Tool to generate captions to use as input for pre-trained image generation models, aligned with some pre-existing captions.

Project description

Synthetic Image Caption Generator

A tool that uses Qwen to generate image captions similar to those in a given dataset. The model learns from example prompts and generates new captions that match their style and structure.

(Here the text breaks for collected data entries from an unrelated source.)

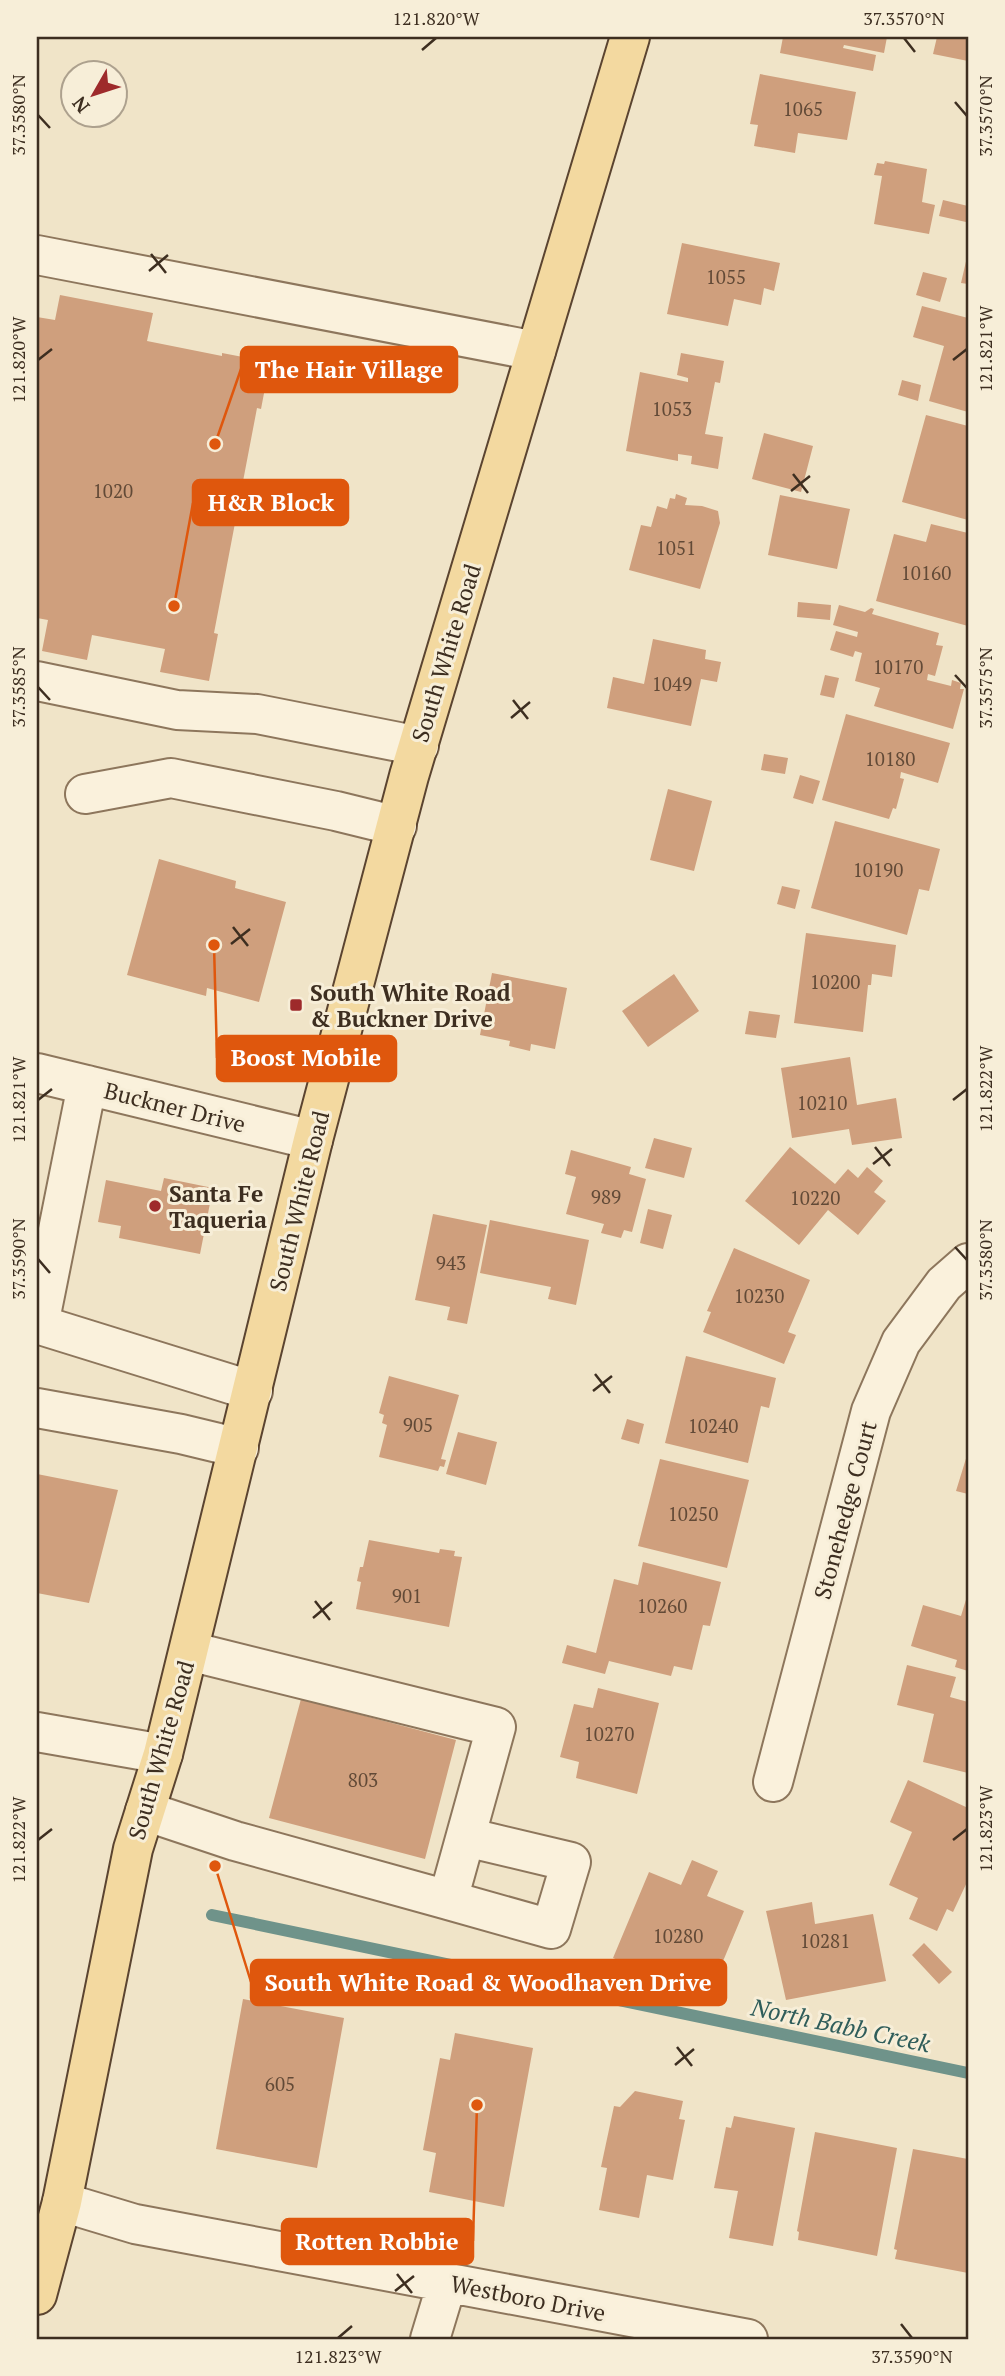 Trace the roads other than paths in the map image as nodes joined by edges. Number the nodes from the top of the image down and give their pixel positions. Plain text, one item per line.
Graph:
1 (630, 37) edge
2 (37, 255) edge
3 (536, 351) junction
4 (37, 681) edge
5 (419, 746) junction
6 (85, 794) dead end
7 (397, 826) junction
8 (37, 1073) edge
9 (87, 1085) junction
10 (313, 1140) junction
11 (968, 1263) edge
12 (38, 1325) edge
13 (253, 1391) junction
14 (37, 1408) edge
15 (239, 1448) junction
16 (189, 1651) junction
17 (37, 1732) edge
18 (163, 1754) junction
19 (773, 1782) dead end
20 (145, 1811) junction
21 (466, 1837) junction
22 (448, 1900) junction
23 (62, 2202) junction
24 (447, 2283) junction
25 (37, 2295) edge
26 (430, 2339) edge
27 (748, 2339) edge

1 - 3 main road, South White Road
2 - 3 street
3 - 5 main road, South White Road
4 - 5 street
5 - 7 main road, South White Road
6 - 7 street
7 - 10 main road, South White Road
8 - 9 street, Buckner Drive
9 - 10 street, Buckner Drive
9 - 12 street
10 - 13 main road, South White Road
11 - 19 street, Stonehedge Court
12 - 13 street
13 - 15 main road, South White Road
14 - 15 street
15 - 16 main road, South White Road
16 - 18 main road, South White Road
16 - 21 street
17 - 18 street
18 - 20 main road, South White Road
20 - 22 street
20 - 23 main road, South White Road
21 - 22 street
21 - 22 street
23 - 24 street, Westboro Drive
23 - 25 main road, South White Road
24 - 26 street
24 - 27 street, Westboro Drive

This tool is designed to be used for deep generative dataset augmentation.

Features

  • Uses Qwen from HuggingFace🤗 Transformers
  • Supports few-shot learning with configurable number of examples
  • Reads prompts from .txt files in a dataset directory
  • Flexible CLI with multiple configuration options
  • Can generate multiple captions in one run
  • Output to file or stdout

Installation

To install from PyPI:

pip install synthetic-image-caption-generator

To install locally:

pip install -e .

Or install dependencies manually:

pip install transformers>=4.30.0 torch>=2.0.0 accelerate>=0.20.0

Usage

Downloading Models

Before generating captions, you can pre-download a model to the Hugging Face cache for offline use:

# Download the default model (qwen2.5-32b)
download-caption-model

# Download a specific model
download-caption-model --model qwen2.5-7b

# Download a larger model
download-caption-model --model qwen2.5-72b

Basic Usage

Generate a caption using 5 example prompts from the dataset:

generate-captions /path/to/dataset

Specify Number of Examples

Use a different number of example prompts (e.g., 10):

generate-captions /path/to/dataset --num-examples 10

Choose a Model

Select a different Qwen model (e.g., smaller or larger):

# Use the smaller 7B model
generate-captions /path/to/dataset --model qwen2.5-7b

# Use the larger 72B model
generate-captions /path/to/dataset --model qwen2.5-72b

# Use Qwen3 14B
generate-captions /path/to/dataset --model qwen3-14b

Generate Multiple Captions

Generate 5 captions:

generate-captions /path/to/dataset --num-generate 5

Specify Object Information

Include information about what's in the image:

generate-captions /path/to/dataset --object-info "the image contains 3 elephants"
generate-captions /path/to/dataset --object-info "the main crop in the field is soybean"

Save to File

Save generated captions to a file:

generate-captions /path/to/dataset --num-generate 10 --output generated_captions.txt

Advanced Options

generate-captions /path/to/dataset \
  --model qwen2.5-14b \
  --num-examples 8 \
  --num-generate 5 \
  --temperature 0.8 \
  --max-length 300 \
  --object-info "a cityscape with tall buildings" \
  --output captions.txt

Command-Line Arguments

generate-captions

  • dataset_dir (required): Path to directory containing .txt files with caption prompts
  • --model: Qwen model to use (default: qwen2.5-32b). Options: qwen2.5-0.5b, qwen2.5-1.5b, qwen2.5-3b, qwen2.5-7b, qwen2.5-14b, qwen2.5-32b, qwen2.5-72b, qwen3-14b, qwen3-32b
  • --num-examples: Number of example prompts to provide to the model (default: 5)
  • --num-generate: Number of captions to generate (default: 1)
  • --output: Output file to save generated captions (optional, prints to stdout if not specified)
  • --temperature: Temperature for text generation (default: 0.7, higher = more creative)
  • --max-length: Maximum length of generated caption (default: 256)
  • --object-info: Information about objects/content in the image (e.g., "the image contains 3 elephants")

download-caption-model

  • --model: Qwen model to download (default: qwen2.5-32b). Options: qwen2.5-0.5b, qwen2.5-1.5b, qwen2.5-3b, qwen2.5-7b, qwen2.5-14b, qwen2.5-32b, qwen2.5-72b, qwen3-14b, qwen3-32b

Dataset Format

The dataset directory should contain .txt files, each with one or more prompts. Each prompt should be on its own line.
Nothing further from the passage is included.